Tra le altre cose, il decreto “Fiscale” del primo governo Conte ha stabilito la cancellazione automatica (il cosiddetto “stralcio”) dei debiti per le cartelle esattoriali relative al periodo tra il 2000 e il 2010, con un importo fino ai mille euro. All’epoca, durante una conferenza stampa, Conte aveva giustificato questo provvedimento dicendo che, secondo il Ministero dell’Economia e delle Finanze, i costi di riscossione sarebbero stati eccessivi.
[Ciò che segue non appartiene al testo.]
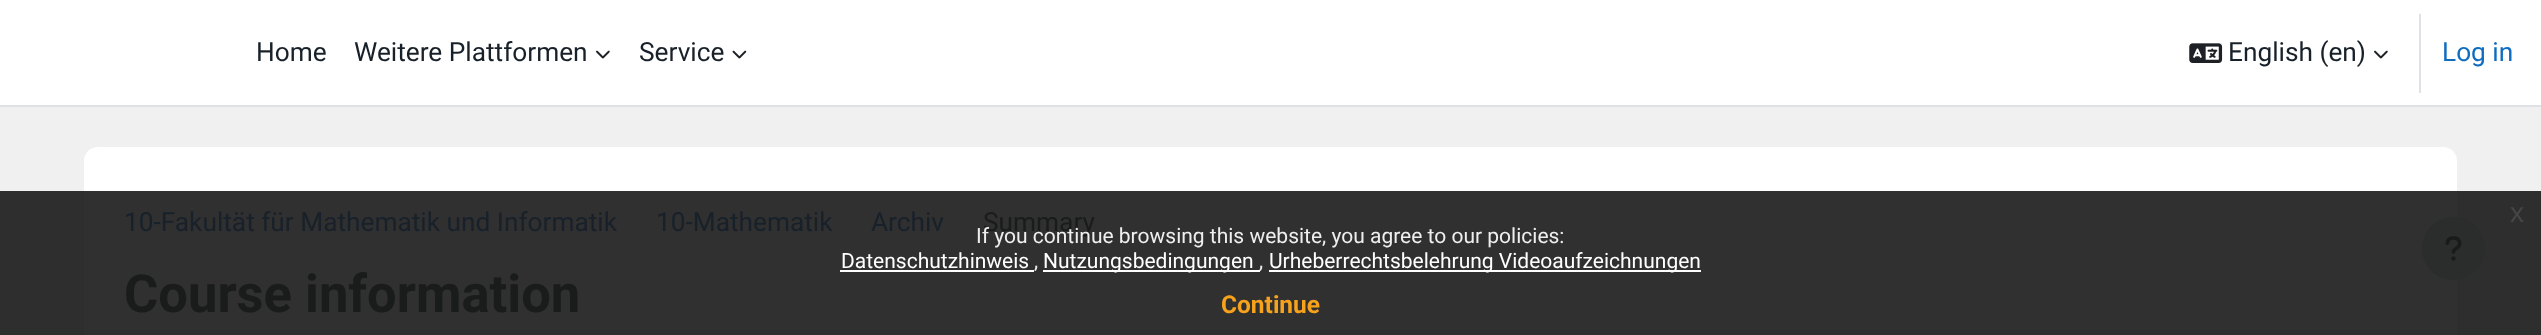 <svg xmlns="http://www.w3.org/2000/svg" width="2541" height="335" viewBox="0 0 2541 335">
  <rect width="100%" height="100%" fill="#f0f0f0"/>
  <path d="M0 191h2541v144H0z" fill="#2e2e2e"/>
  <path d="M0 0h2541v105H0z" fill="#fff"/>
  <path d="M0 105h2541v2H0z" fill="#dee2e6"/>
  <image x="596" y="50" width="14" height="9" href="img/1.png"/>
  <image x="732" y="50" width="15" height="9" href="img/2.png"/>
  <image x="2189" y="43" width="34" height="20" href="img/3.png"/>
  <image x="2374" y="50" width="14" height="9" href="img/1.png"/>
  <path d="M2419 14h2v79H2419z" fill="#dee2e6"/>
  <rect x="84" y="147" width="2373" height="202" rx="14" fill="#fff"/>
  <path d="M84 191h2373v144H84z" fill="#303030"/>
  <circle cx="2453.5" cy="248.5" r="31.5" fill="#2b2c2c"/>
  <image x="2445" y="236" width="17" height="25" href="img/4.png"/>
  <path d="M840 270h194v2H840z" fill="#fff"/>
  <path d="M1043 270h217v2H1043z" fill="#fff"/>
  <path d="M1269 270h432v2H1269z" fill="#fff"/>
  <g font-family="Roboto" font-size="26.25" fill="#18212a">
    <text x="256" y="61">Home</text>
    <text x="354" y="61">Weitere Plattformen</text>
    <text x="639" y="61">Service</text>
    <text x="2228" y="61">English (en)</text>
  </g>
  <text x="2442" y="61" font-family="Roboto" font-size="26.25" fill="#0f6cbf">Log in</text>
  <g font-family="Roboto" font-size="26.25" fill="#18212a">
    <text x="124" y="231">10-Fakultät für Mathematik und Informatik</text>
    <text x="656" y="231">10-Mathematik</text>
    <text x="871" y="231">Archiv</text>
  </g>
  <text x="983" y="231" font-family="Roboto" font-size="26.25" fill="#1a1b1b">Summary</text>
  <text x="124" y="312" font-family="Roboto" font-size="52.5" font-weight="bold" fill="#1a1b1b">Course information</text>
  <text x="2510" y="222" font-family="Liberation Sans" font-size="28" fill="#464646">x</text>
  <text x="976" y="243" font-family="Roboto" font-size="21" fill="#efefef">If you continue browsing this website, you agree to our policies:</text>
  <text x="841" y="268" font-family="Roboto" font-size="21" fill="#fff">Datenschutzhinweis</text>
  <text x="1034" y="268" font-family="Roboto" font-size="21" fill="#efefef">,</text>
  <text x="1043" y="268" font-family="Roboto" font-size="21" fill="#fff">Nutzungsbedingungen</text>
  <text x="1259" y="268" font-family="Roboto" font-size="21" fill="#efefef">,</text>
  <text x="1269" y="268" font-family="Roboto" font-size="21" fill="#fff">Urheberrechtsbelehrung Videoaufzeichnungen</text>
  <text x="1221" y="313" font-family="Roboto" font-size="24.5" font-weight="bold" fill="#f6a21d">Continue</text>
</svg>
La stessa giustificazione è stata utilizzata di recente dal viceministro Leo proprio per giustificare la proposta del governo Meloni di cancellare le cartelle fino a mille euro inviate fino al 2015. 

Il decreto aveva introdotto anche varie «definizioni agevolate» per risolvere le controversie tra i contribuenti e il fisco a condizioni, come suggerisce il nome del provvedimento, più favorevoli rispetto a quelle precedenti. Per esempio, pagando solo l’imposta dovuta e non ancora versata, senza le sanzioni e gli interessi, o con interessi ridotti. 
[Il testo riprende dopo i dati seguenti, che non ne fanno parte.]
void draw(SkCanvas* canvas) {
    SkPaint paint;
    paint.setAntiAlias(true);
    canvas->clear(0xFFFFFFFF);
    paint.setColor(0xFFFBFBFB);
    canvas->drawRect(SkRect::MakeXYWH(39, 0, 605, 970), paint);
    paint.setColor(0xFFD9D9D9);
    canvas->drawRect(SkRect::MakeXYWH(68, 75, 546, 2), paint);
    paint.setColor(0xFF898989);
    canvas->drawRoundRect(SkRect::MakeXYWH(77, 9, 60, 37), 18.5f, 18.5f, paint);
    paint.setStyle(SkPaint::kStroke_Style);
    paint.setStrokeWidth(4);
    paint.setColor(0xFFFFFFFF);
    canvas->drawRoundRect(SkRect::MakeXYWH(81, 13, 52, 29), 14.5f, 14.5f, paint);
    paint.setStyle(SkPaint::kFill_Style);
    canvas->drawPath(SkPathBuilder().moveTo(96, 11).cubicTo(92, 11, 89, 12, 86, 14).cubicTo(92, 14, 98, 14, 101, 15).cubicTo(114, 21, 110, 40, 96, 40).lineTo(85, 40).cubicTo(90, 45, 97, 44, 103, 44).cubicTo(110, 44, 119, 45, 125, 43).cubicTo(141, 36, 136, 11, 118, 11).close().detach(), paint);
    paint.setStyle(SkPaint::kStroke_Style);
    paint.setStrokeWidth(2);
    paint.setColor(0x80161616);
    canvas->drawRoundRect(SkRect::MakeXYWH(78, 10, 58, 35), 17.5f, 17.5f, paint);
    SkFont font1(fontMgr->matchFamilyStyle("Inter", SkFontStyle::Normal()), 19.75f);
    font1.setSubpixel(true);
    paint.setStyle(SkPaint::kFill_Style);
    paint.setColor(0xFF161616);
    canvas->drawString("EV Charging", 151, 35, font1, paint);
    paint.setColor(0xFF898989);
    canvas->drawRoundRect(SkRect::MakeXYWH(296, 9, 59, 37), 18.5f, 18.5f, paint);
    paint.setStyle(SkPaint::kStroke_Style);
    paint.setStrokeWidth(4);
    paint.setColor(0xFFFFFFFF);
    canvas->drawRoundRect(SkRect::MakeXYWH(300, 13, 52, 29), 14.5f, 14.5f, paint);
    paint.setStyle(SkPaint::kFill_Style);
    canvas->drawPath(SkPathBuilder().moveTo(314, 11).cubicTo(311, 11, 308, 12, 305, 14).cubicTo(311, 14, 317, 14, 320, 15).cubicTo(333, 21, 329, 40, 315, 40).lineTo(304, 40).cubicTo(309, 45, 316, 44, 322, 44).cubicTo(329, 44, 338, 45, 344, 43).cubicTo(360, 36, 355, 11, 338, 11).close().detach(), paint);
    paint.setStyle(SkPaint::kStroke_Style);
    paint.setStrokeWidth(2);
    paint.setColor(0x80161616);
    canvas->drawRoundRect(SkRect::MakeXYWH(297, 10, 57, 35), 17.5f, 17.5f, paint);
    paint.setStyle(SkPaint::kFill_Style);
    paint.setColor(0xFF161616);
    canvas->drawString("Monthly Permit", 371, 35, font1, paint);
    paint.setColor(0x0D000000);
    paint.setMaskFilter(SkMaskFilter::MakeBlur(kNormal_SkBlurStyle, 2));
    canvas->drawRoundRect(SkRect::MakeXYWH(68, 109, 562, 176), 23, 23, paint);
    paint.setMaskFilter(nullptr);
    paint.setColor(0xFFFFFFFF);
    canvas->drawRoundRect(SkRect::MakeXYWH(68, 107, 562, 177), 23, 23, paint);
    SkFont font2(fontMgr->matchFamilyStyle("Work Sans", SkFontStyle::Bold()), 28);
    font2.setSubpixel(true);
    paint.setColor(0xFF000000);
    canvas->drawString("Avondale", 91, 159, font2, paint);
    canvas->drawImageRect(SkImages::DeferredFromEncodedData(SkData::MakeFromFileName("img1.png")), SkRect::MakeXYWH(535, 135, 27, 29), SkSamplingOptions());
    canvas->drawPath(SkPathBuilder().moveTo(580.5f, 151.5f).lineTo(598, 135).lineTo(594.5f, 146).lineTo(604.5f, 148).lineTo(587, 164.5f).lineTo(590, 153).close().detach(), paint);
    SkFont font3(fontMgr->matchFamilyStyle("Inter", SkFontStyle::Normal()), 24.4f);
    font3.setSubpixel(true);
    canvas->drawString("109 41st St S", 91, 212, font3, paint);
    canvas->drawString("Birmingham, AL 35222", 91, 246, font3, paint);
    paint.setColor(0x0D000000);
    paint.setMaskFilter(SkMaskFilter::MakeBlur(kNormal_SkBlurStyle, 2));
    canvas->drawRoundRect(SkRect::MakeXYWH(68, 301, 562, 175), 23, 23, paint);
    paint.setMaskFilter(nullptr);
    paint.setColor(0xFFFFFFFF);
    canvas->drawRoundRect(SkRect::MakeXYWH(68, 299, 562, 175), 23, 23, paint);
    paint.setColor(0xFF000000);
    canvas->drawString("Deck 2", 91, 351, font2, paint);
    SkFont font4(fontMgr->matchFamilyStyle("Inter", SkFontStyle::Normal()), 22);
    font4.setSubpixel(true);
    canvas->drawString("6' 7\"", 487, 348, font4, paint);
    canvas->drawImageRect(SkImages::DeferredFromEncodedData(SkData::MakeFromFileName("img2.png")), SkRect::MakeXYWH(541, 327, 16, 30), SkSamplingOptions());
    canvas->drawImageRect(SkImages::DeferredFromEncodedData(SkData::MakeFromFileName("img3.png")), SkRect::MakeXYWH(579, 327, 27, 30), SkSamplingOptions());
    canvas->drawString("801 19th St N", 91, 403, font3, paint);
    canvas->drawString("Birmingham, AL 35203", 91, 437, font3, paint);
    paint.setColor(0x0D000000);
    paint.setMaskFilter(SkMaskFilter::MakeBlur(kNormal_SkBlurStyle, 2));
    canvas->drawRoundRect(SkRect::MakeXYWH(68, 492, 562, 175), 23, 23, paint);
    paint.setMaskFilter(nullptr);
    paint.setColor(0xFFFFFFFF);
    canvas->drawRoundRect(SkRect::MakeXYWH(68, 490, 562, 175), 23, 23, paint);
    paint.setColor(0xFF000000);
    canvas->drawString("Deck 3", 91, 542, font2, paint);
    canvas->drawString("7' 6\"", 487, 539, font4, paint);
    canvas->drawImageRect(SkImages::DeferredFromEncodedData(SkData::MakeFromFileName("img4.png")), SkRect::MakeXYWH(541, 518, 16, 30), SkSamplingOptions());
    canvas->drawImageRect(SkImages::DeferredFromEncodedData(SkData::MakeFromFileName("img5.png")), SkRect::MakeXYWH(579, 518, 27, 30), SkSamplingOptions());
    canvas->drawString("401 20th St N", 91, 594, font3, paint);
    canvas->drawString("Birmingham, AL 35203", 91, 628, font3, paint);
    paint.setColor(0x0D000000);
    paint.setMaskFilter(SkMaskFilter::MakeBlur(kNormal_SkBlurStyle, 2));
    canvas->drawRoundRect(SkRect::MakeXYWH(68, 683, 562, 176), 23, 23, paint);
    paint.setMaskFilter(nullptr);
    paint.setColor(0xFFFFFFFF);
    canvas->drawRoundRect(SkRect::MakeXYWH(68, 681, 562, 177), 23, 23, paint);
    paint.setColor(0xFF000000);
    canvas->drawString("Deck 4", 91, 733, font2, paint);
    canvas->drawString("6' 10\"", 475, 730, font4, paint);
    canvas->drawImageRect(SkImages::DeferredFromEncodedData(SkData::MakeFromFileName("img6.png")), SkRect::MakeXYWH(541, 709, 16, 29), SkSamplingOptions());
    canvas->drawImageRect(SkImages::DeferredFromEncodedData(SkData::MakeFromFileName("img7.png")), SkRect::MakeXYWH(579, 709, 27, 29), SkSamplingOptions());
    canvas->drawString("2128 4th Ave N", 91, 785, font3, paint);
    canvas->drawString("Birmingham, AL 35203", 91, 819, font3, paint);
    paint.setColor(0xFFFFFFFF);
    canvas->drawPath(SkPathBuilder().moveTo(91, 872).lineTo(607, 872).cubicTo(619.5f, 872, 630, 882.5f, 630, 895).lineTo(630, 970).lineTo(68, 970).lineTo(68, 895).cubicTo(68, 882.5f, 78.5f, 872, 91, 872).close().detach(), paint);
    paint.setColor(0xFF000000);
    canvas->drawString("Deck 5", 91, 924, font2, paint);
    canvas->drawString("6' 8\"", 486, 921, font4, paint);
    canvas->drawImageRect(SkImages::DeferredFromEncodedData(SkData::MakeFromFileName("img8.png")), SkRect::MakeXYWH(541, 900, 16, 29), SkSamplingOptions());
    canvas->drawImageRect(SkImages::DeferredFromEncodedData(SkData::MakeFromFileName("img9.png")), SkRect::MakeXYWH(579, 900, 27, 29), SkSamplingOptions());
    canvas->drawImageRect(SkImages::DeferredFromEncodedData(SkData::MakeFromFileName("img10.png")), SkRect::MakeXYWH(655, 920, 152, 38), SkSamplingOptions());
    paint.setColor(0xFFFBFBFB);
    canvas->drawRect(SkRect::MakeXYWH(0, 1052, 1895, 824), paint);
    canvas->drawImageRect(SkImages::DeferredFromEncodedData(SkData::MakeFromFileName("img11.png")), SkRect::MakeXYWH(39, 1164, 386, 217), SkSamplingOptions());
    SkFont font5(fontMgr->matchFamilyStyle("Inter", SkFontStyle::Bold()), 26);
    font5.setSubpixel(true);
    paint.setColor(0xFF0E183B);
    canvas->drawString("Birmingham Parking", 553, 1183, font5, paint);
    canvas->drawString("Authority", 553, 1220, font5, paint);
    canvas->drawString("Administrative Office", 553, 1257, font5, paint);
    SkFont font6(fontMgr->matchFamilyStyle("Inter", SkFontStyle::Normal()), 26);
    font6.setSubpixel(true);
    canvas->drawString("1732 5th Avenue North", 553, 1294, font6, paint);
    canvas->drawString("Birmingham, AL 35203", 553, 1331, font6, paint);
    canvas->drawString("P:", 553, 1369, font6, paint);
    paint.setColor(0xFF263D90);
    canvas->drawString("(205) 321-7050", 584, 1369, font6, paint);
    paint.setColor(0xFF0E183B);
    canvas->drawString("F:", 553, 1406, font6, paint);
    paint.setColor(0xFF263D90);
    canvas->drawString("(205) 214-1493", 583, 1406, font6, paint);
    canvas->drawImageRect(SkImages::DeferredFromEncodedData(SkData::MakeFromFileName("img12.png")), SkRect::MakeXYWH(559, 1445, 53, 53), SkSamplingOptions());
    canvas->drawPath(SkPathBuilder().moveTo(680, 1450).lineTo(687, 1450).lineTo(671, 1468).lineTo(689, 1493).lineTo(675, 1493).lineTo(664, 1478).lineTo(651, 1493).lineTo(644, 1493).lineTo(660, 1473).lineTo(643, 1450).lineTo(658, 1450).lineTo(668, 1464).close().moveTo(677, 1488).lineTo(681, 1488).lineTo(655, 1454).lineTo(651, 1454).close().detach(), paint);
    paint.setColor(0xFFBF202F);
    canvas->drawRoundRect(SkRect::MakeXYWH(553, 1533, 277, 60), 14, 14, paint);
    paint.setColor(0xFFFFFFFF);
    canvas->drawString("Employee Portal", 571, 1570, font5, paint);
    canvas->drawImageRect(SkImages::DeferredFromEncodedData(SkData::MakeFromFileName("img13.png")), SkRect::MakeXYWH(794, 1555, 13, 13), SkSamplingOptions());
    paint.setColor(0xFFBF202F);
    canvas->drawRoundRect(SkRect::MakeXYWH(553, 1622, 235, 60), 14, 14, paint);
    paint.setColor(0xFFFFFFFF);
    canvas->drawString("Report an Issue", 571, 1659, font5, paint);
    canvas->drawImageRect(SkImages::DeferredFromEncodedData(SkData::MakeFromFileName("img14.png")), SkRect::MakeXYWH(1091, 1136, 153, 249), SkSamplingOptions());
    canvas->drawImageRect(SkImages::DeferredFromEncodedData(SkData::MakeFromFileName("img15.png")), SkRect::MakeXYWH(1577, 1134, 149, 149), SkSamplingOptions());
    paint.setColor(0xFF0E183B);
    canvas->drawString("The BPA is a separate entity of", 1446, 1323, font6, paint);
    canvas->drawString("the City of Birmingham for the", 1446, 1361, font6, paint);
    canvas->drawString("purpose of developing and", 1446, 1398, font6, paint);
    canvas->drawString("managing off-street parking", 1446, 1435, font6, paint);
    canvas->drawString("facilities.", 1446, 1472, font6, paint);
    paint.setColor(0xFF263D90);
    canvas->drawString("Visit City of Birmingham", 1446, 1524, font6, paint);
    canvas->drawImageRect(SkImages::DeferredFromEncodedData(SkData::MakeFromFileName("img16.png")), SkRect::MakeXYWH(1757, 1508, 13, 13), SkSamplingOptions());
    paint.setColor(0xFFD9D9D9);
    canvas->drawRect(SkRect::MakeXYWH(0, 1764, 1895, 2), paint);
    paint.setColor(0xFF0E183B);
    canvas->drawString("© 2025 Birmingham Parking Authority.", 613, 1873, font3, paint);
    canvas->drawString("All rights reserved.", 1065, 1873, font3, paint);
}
Inoltre, nel decreto “Fiscale” c’erano «disposizioni in materia di dichiarazione integrativa speciale». Detta in parole semplici, il governo dava la possibilità ai contribuenti che avevano commesso «errori od omissioni» con il fisco di sistemare la loro posizione, pagando una percentuale fissa, senza sanzioni e interessi, per le cifre con un tetto fino a 100 mila euro. «Possiamo chiamarlo condono?», aveva chiesto un giornalista a Conte, durante la conferenza stampa di presentazione del decreto, ricevendo questa risposta dall’allora presidente del Consiglio: «Lei lo chiami come vuole: noi lo chiamiamo definizione agevolata, pacificazione, eccetera. Poi siccome il lessico è nelle sue facoltà, lei domani scriva quello che vuole».

Tra gli altri politici di primo piano, in passato anche l’attuale segretario Enrico Letta e il leader di Italia viva Matteo Renzi hanno criticato i condoni fiscali, pur avendone approvati pure loro quando sono stati presidenti del Consiglio.